What to produce
Would you retype the whole listing exactly, leaving its pictures out?

--- START ---

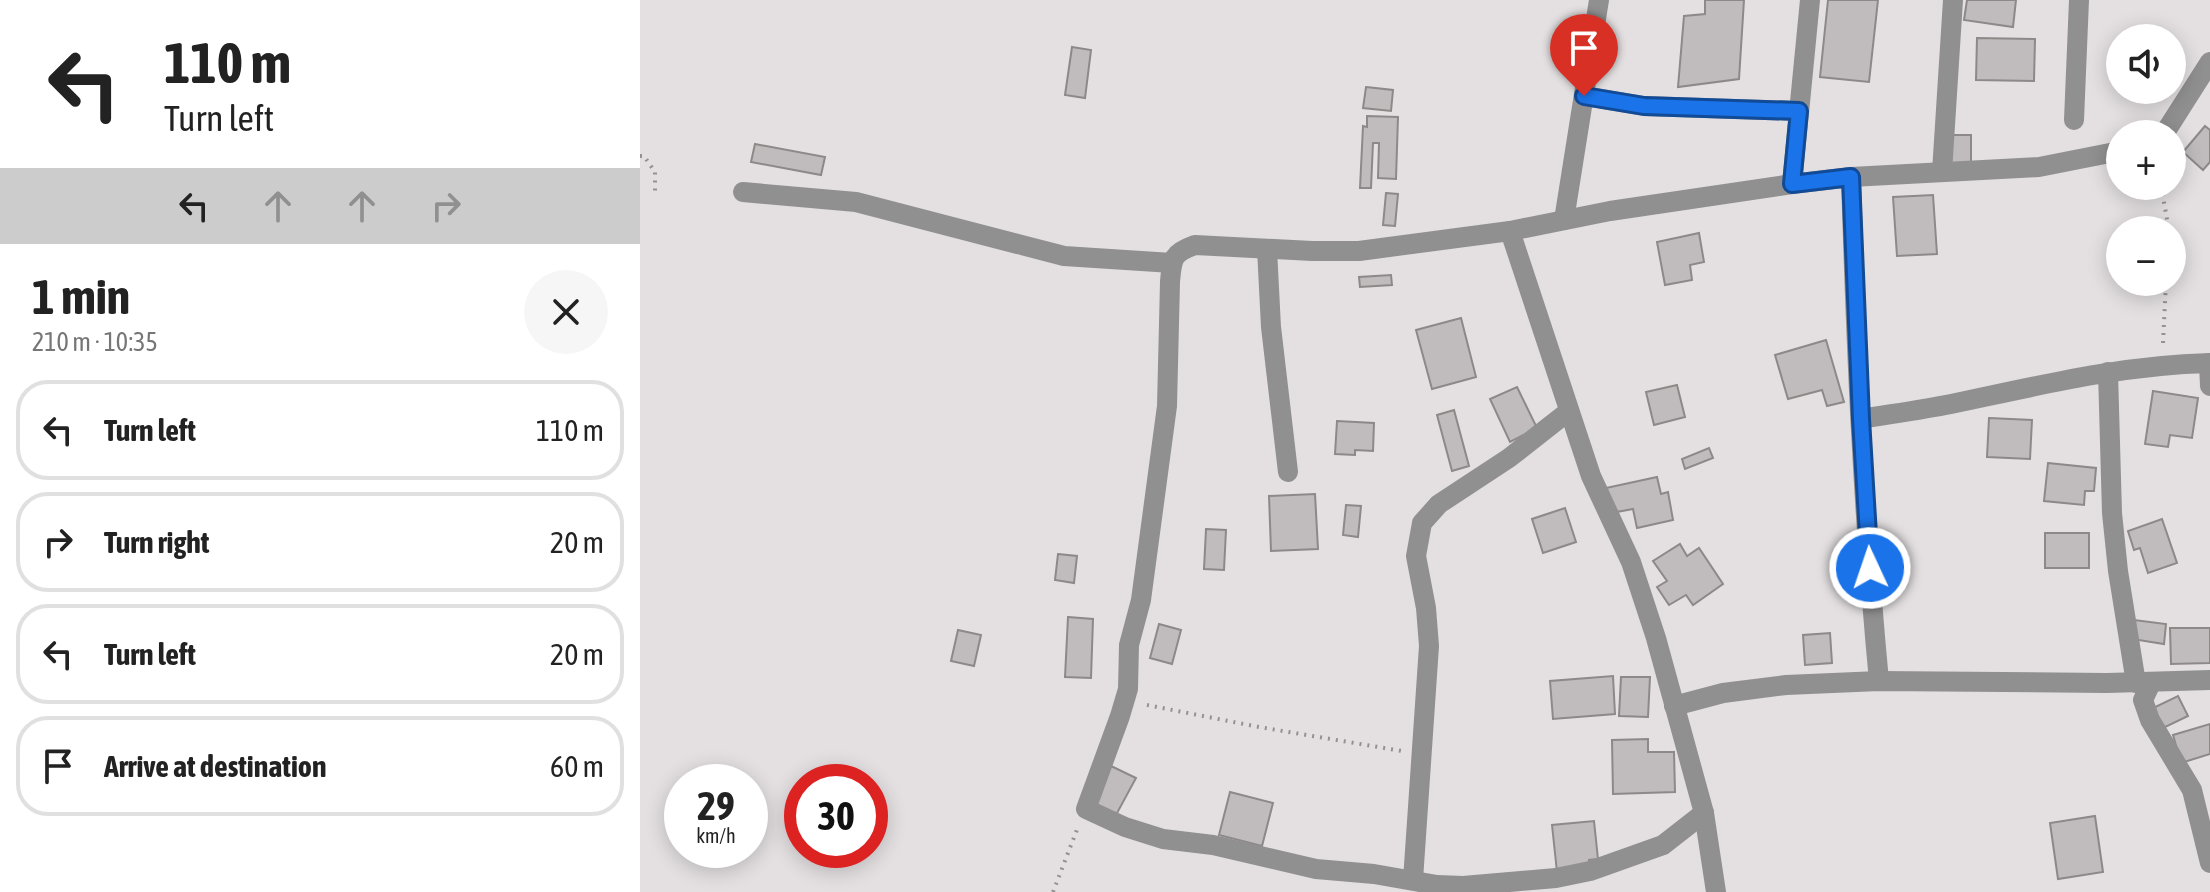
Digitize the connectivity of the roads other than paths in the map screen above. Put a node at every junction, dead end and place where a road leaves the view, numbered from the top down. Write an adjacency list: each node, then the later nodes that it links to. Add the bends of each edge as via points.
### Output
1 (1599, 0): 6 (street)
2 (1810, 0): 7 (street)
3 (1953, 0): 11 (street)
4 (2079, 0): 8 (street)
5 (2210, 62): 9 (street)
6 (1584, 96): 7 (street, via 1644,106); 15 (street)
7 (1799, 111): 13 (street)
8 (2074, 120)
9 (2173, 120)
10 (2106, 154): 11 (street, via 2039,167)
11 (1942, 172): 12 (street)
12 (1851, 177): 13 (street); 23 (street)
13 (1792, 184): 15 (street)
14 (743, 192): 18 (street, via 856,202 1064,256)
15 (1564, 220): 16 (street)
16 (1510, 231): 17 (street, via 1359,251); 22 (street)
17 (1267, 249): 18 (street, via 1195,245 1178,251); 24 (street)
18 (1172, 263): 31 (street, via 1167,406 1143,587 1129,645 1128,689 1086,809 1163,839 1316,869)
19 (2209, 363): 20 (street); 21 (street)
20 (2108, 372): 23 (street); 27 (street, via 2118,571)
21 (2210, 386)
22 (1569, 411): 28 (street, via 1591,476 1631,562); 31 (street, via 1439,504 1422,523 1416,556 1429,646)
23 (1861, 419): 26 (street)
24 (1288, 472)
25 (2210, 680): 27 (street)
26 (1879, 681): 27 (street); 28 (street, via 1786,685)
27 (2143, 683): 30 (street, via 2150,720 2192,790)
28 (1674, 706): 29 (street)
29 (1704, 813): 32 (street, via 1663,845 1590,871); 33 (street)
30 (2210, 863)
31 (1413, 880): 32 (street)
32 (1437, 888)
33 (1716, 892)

--- END ---

Response for this exercise
Digitize the connectivity of the roads other than paths in the map screen above. Put a node at every junction, dead end and place where a road leaves the view, numbered from the top down. Write an adjacency list: each node, then the later nodes that it links to. Add the bends of each edge as via points.
### Output
1 (1599, 0): 6 (street)
2 (1810, 0): 7 (street)
3 (1953, 0): 11 (street)
4 (2079, 0): 8 (street)
5 (2210, 62): 9 (street)
6 (1584, 96): 7 (street, via 1644,106); 15 (street)
7 (1799, 111): 13 (street)
8 (2074, 120)
9 (2173, 120)
10 (2106, 154): 11 (street, via 2039,167)
11 (1942, 172): 12 (street)
12 (1851, 177): 13 (street); 23 (street)
13 (1792, 184): 15 (street)
14 (743, 192): 18 (street, via 856,202 1064,256)
15 (1564, 220): 16 (street)
16 (1510, 231): 17 (street, via 1359,251); 22 (street)
17 (1267, 249): 18 (street, via 1195,245 1178,251); 24 (street)
18 (1172, 263): 31 (street, via 1167,406 1143,587 1129,645 1128,689 1086,809 1163,839 1316,869)
19 (2209, 363): 20 (street); 21 (street)
20 (2108, 372): 23 (street); 27 (street, via 2118,571)
21 (2210, 386)
22 (1569, 411): 28 (street, via 1591,476 1631,562); 31 (street, via 1439,504 1422,523 1416,556 1429,646)
23 (1861, 419): 26 (street)
24 (1288, 472)
25 (2210, 680): 27 (street)
26 (1879, 681): 27 (street); 28 (street, via 1786,685)
27 (2143, 683): 30 (street, via 2150,720 2192,790)
28 (1674, 706): 29 (street)
29 (1704, 813): 32 (street, via 1663,845 1590,871); 33 (street)
30 (2210, 863)
31 (1413, 880): 32 (street)
32 (1437, 888)
33 (1716, 892)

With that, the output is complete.